Nurdles are the raw material used by manufacturers to make plastic. Last Wednesday 21 October, Shark Spotters received reports that nurdles had been sighted on beaches along the southern coast. 

Shark Spotters has asked people to help pick up the nurdles. CEO Sarah Waries described the recent spillage as “an environmental disaster”.

“We’ve had reports of nurdles in places like Port Elizabeth, Kommetjie and Big Bay,” Waries told Daily Maverick.

“It’s particularly bad in False Bay, Muizenberg, Fish Hoek and some beaches in our Cape Point reserves,” said Aaniyah Omardien, the director of Beach Co-op, a non-profit organisation that removes marine debris. 

Stephen Ulyate, a beachgoer who picked up nurdles at Muizenberg, said he’d picked up about “2,000 nurdles over a small stretch of the beach”.

Nurdles weigh about 20mg and those that haven’t been in the ocean for long are white.

The last time South Africa had a massive nurdle spill was in 2017, when a container ship was lost during a storm in Durban. The ship was carrying 49 tons of nurdles. To date, about 10% has been cleaned up

The nurdles that are dropped off at Shark Spotters will be weighed and then sent to a plastics company. (Photo: Karabo Mafolo)

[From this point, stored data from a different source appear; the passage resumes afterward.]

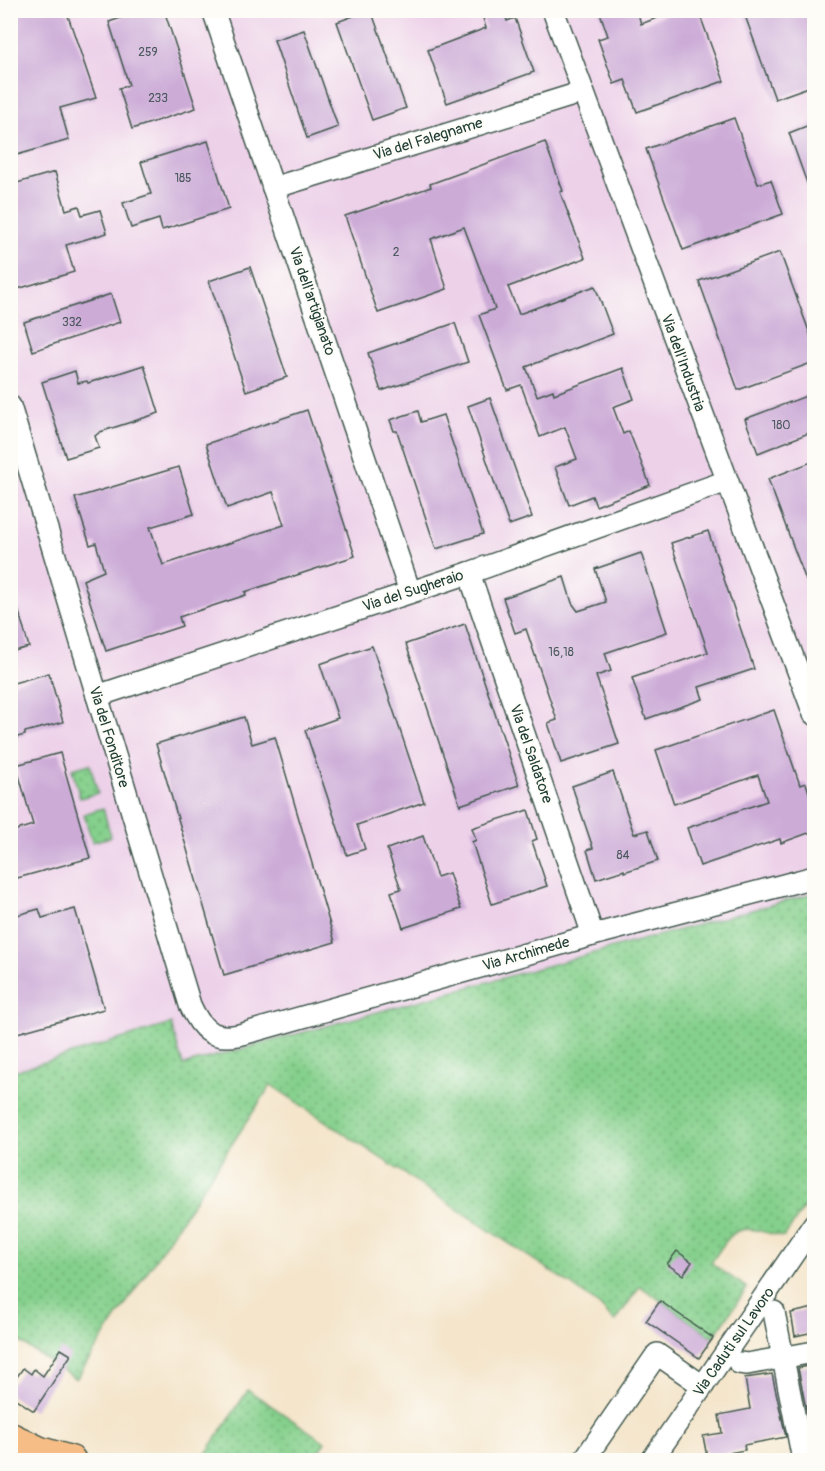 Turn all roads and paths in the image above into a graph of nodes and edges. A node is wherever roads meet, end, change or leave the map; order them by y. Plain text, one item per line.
1 (213, 10) edge
2 (553, 10) edge
3 (583, 92) junction
4 (273, 188) junction
5 (10, 406) edge
6 (727, 481) junction
7 (469, 573) junction
8 (410, 592) junction
9 (97, 696) junction
10 (814, 714) edge
11 (814, 877) edge
12 (593, 935) junction
13 (239, 1035) joint
14 (814, 1227) edge
15 (774, 1312) dead end
16 (814, 1352) edge
17 (783, 1358) junction
18 (739, 1363) dead end
19 (703, 1386) junction
20 (10, 1436) edge
21 (39, 1450) junction
22 (10, 1453) edge
23 (72, 1461) edge
24 (584, 1461) edge
25 (652, 1461) edge
26 (802, 1461) edge

1 - 4 street, Via dell'artigianato
2 - 3 street, Via dell'Industria
3 - 4 street, Via del Falegname
3 - 6 street, Via dell'Industria
4 - 8 street, Via dell'artigianato
5 - 9 street, Via del Fonditore
6 - 7 street, Via del Sugheraio
6 - 10 street, Via dell'Industria
7 - 8 street, Via del Sugheraio
7 - 12 street, Via del Saldatore
8 - 9 street, Via del Sugheraio
9 - 13 street, Via del Fonditore
11 - 12 street, Via Archimede
12 - 13 street, Via Archimede
14 - 19 street, Via Caduti sul Lavoro
15 - 17 street
16 - 17 street
17 - 18 street
17 - 26 street
19 - 24 street
19 - 25 street, Via Caduti sul Lavoro
20 - 21 main road
21 - 22 main road
21 - 23 main road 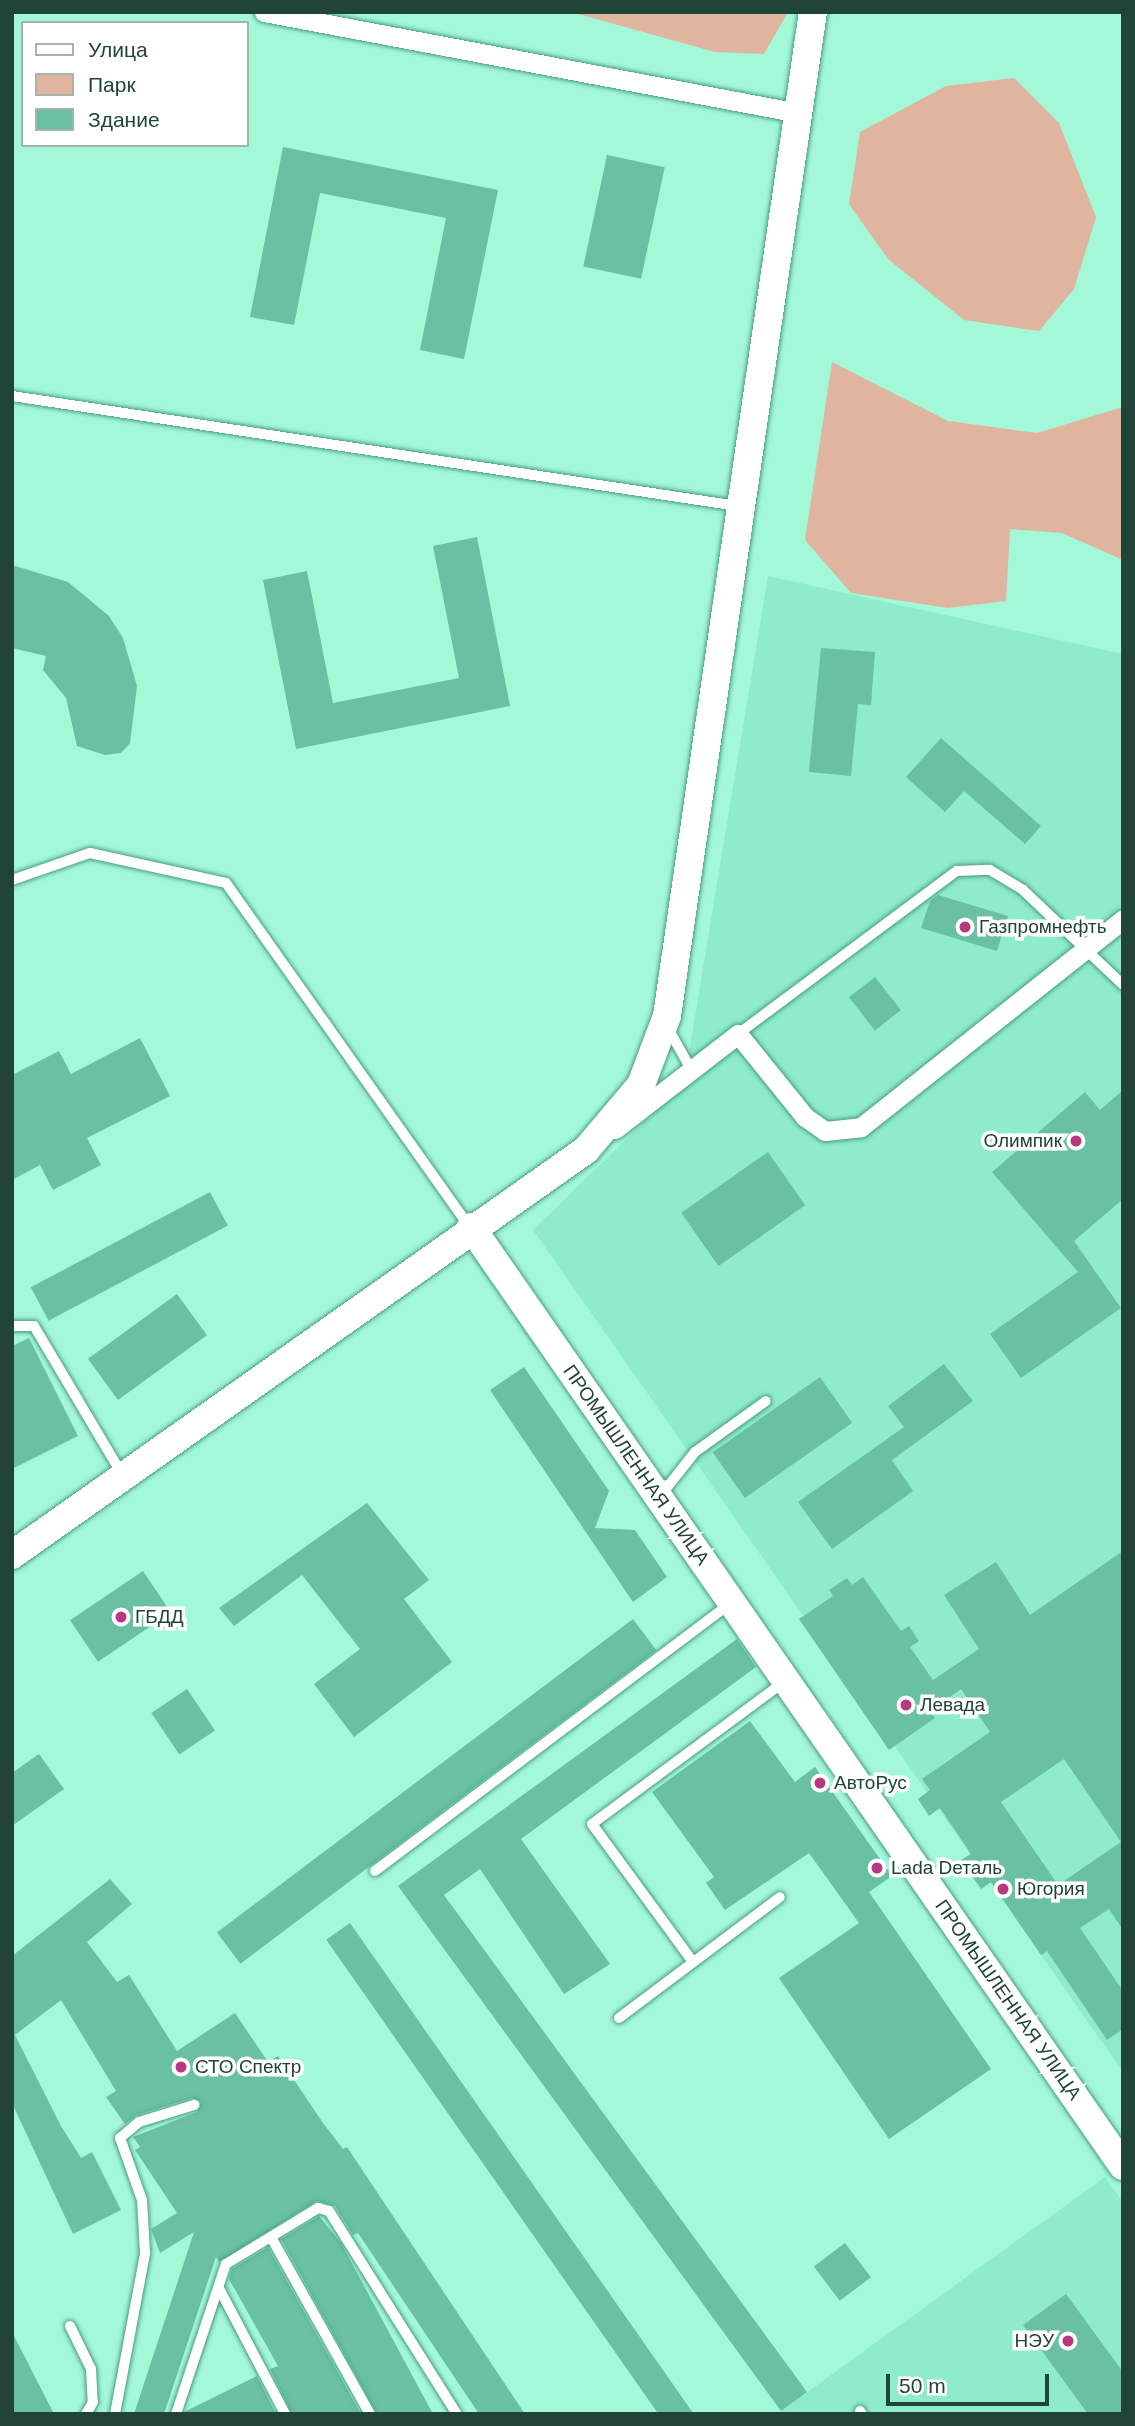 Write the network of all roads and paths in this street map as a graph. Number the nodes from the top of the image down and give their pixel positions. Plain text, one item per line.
1 (264, 12) edge
2 (813, 12) edge
3 (799, 113) junction
4 (12, 396) edge
5 (742, 506) junction
6 (12, 880) edge
7 (1123, 919) edge
8 (1084, 948) junction
9 (1123, 985) edge
10 (667, 1016) junction
11 (738, 1034) junction
12 (692, 1072) junction
13 (586, 1150) junction
14 (471, 1227) junction
15 (12, 1326) edge
16 (766, 1401) dead end
17 (122, 1474) junction
18 (659, 1497) junction
19 (15, 1548) edge
20 (732, 1602) junction
21 (786, 1681) junction
22 (375, 1871) dead end
23 (780, 1897) dead end
24 (693, 1962) junction
25 (619, 2018) dead end
26 (194, 2105) dead end
27 (1123, 2166) edge
28 (271, 2237) junction
29 (220, 2290) junction
30 (70, 2326) dead end
31 (86, 2414) edge
32 (115, 2414) edge
33 (176, 2414) edge
34 (285, 2414) edge
35 (370, 2414) edge
36 (457, 2414) edge

1 - 3 street
2 - 3 main road
3 - 5 main road
4 - 5 lane
5 - 10 main road
6 - 14 lane
7 - 8 street
8 - 9 lane
8 - 11 lane
8 - 11 street
10 - 12 lane
10 - 13 main road
11 - 12 street
12 - 13 street
13 - 14 main road
14 - 17 main road
14 - 18 main road, ПРОМЫШЛЕННАЯ УЛИЦА
15 - 17 lane
16 - 18 lane
17 - 19 main road
18 - 20 main road, ПРОМЫШЛЕННАЯ УЛИЦА
20 - 21 main road, ПРОМЫШЛЕННАЯ УЛИЦА
20 - 22 lane
21 - 24 lane
21 - 27 main road, ПРОМЫШЛЕННАЯ УЛИЦА
23 - 24 lane
24 - 25 lane
26 - 32 lane
28 - 29 lane
28 - 35 lane
28 - 36 lane
29 - 33 lane
29 - 34 lane
30 - 31 lane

According to spokesperson Monique Holtzhausen, Plastics SA, with the Department of Environmental Affairs, is investigating the possibility that a vessel losing cargo off Plettenberg Bay was responsible for the nurdle spill.

Peter Ryan from UCT’s Marine Research Institute, who studies the impact of ingested plastic on seabirds, said nurdle spills “are a lot less than what they used to be”.

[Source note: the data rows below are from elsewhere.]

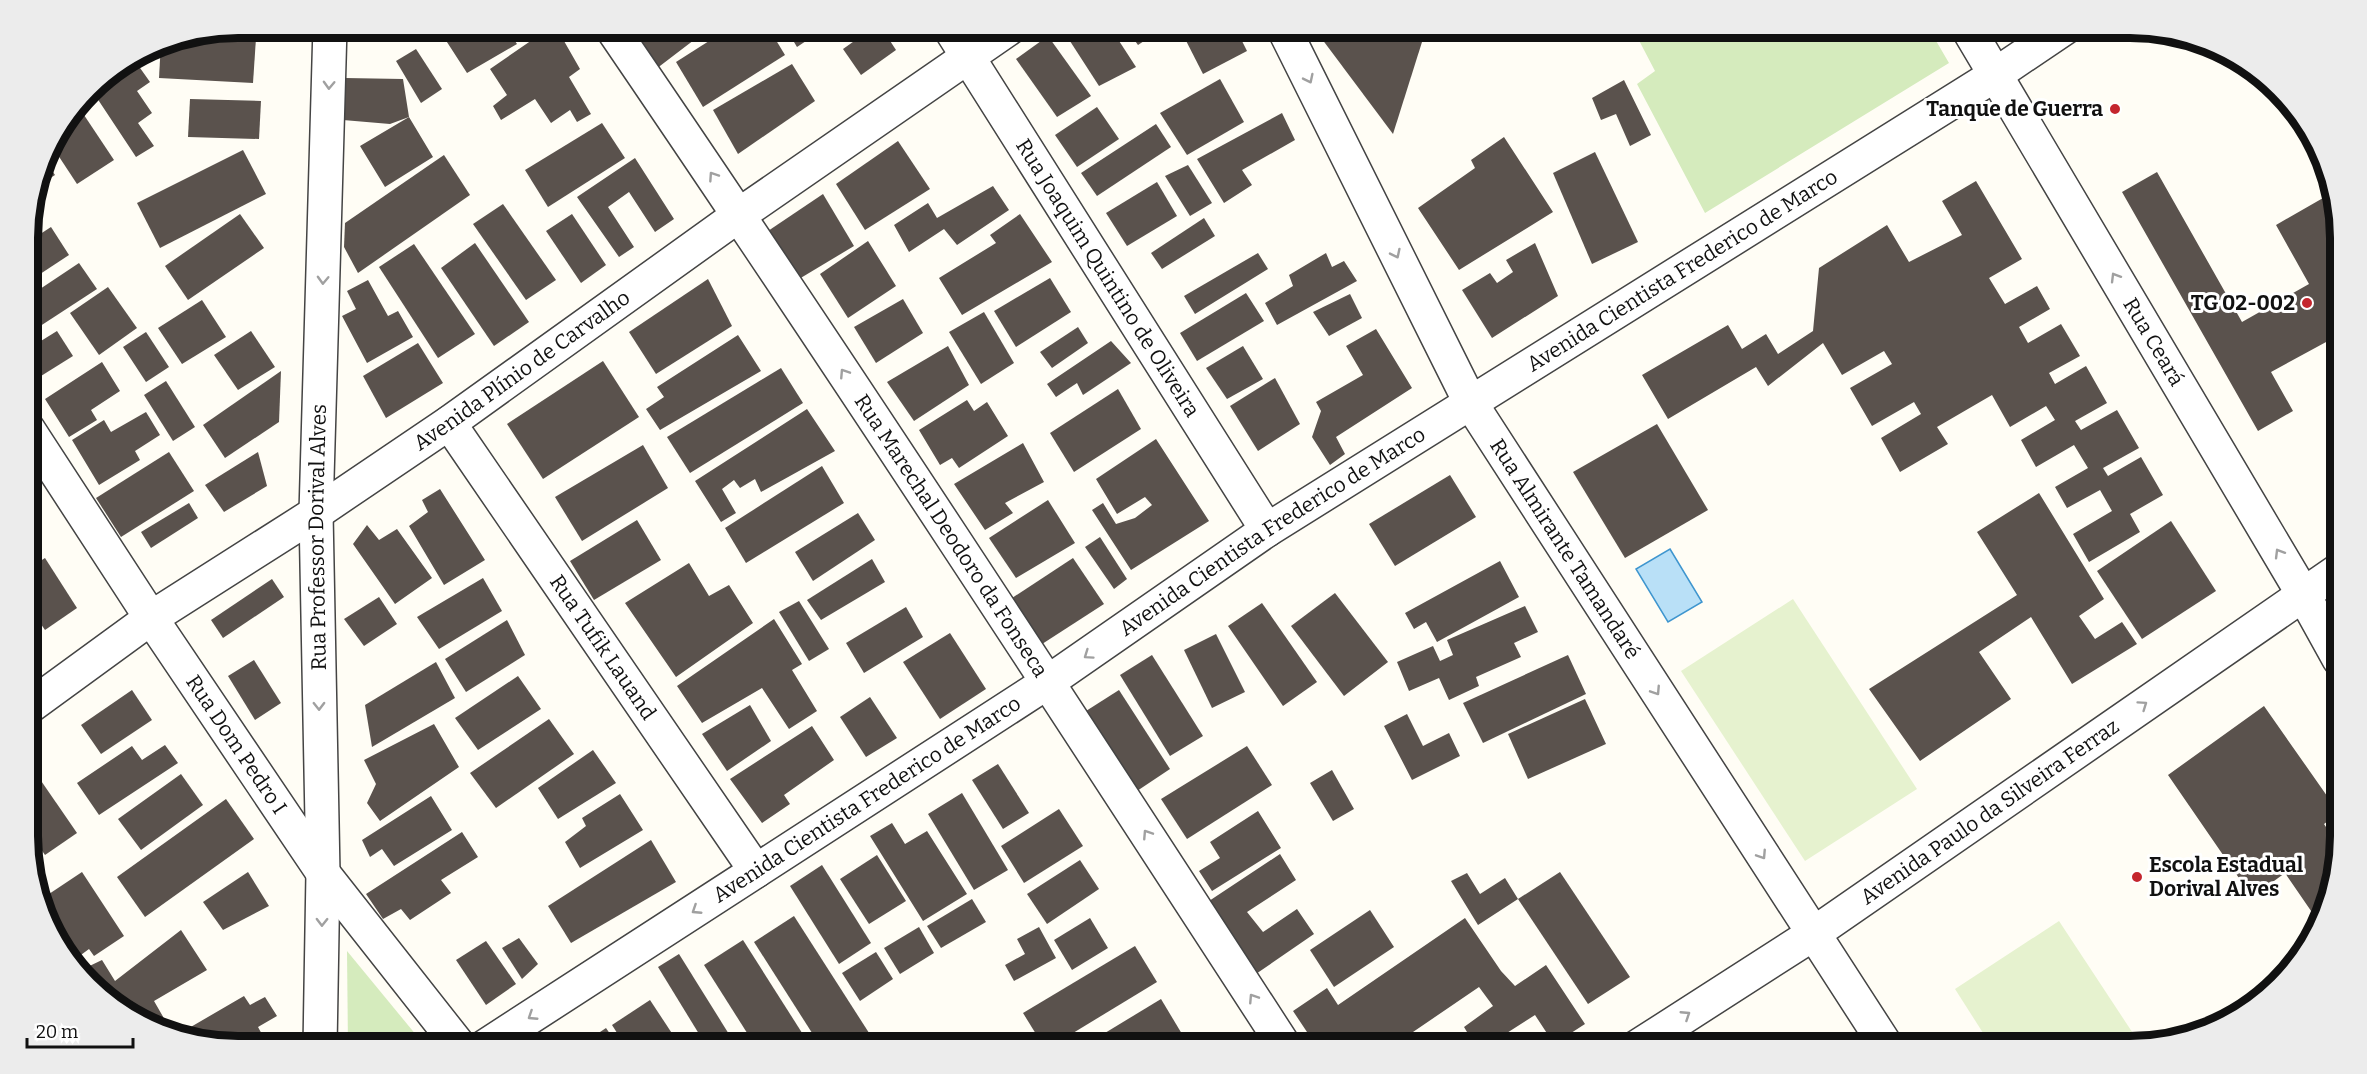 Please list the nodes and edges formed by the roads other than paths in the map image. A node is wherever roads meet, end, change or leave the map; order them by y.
1 (330, 38) edge
2 (618, 38) edge
3 (956, 38) edge
4 (995, 38) edge
5 (1288, 38) edge
6 (1974, 38) edge
7 (2050, 38) edge
8 (968, 57) junction
9 (1995, 75) junction
10 (739, 215) junction
11 (1470, 402) junction
12 (449, 423) junction
13 (38, 444) edge
14 (315, 513) junction
15 (1267, 530) junction
16 (2330, 576) edge
17 (2303, 594) junction
18 (151, 618) junction
19 (2330, 641) edge
20 (1048, 682) junction
21 (38, 700) edge
22 (756, 871) junction
23 (323, 873) junction
24 (1813, 934) junction
25 (320, 1036) edge
26 (451, 1036) edge
27 (501, 1036) edge
28 (1278, 1036) edge
29 (1654, 1036) edge
30 (1880, 1036) edge

1 -> 14 street, Rua Professor Dorival Alves
10 -> 2 street, Rua Marechal Deodoro da Fonseca
3 - 8 street, Rua Joaquim Quintino de Oliveira
4 - 8 street, Avenida Plínio de Carvalho
5 -> 11 street, Rua Almirante Tamandaré
6 - 9 street, Rua Ceará
7 - 9 street, Avenida Cientista Frederico de Marco
8 - 10 street, Avenida Plínio de Carvalho
8 - 15 street, Rua Joaquim Quintino de Oliveira
9 - 11 street, Avenida Cientista Frederico de Marco
17 -> 9 street, Rua Ceará
10 - 12 street, Avenida Plínio de Carvalho
20 -> 10 street, Rua Marechal Deodoro da Fonseca
11 - 15 street, Avenida Cientista Frederico de Marco
11 -> 24 street, Rua Almirante Tamandaré
12 - 14 street, Avenida Plínio de Carvalho
12 - 22 street, Rua Tufik Lauand
13 - 18 street, Rua Dom Pedro I
14 - 18 street, Avenida Plínio de Carvalho
14 -> 23 street, Rua Professor Dorival Alves
15 -> 20 street, Avenida Cientista Frederico de Marco
16 - 17 street, Avenida Paulo da Silveira Ferraz
17 - 19 street, Rua Ceará
24 -> 17 street, Avenida Paulo da Silveira Ferraz
18 - 21 street, Avenida Plínio de Carvalho
18 - 23 street, Rua Dom Pedro I
20 - 22 street, Avenida Cientista Frederico de Marco
28 -> 20 street, Rua Marechal Deodoro da Fonseca
22 -> 27 street, Avenida Cientista Frederico de Marco
23 -> 25 street, Rua Professor Dorival Alves
23 - 26 street, Rua Dom Pedro I
29 -> 24 street, Avenida Paulo da Silveira Ferraz
24 - 30 street, Rua Almirante Tamandaré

“Historically, people used to not manage [nurdle spills] well. When I first started working on plastics in seabirds back in the 1980s, most of what we actually found in seabirds and turtles were nurdles, and it wasn’t fragments of manufactured things. But over time we’ve filled up the ocean with more bits of manufactured junk and we’ve reduced the number of nurdles escaping into the sea,” said Ryan. 

Seabirds, turtles and fish often eat nurdles thinking they’re fish eggs, said Ryan. 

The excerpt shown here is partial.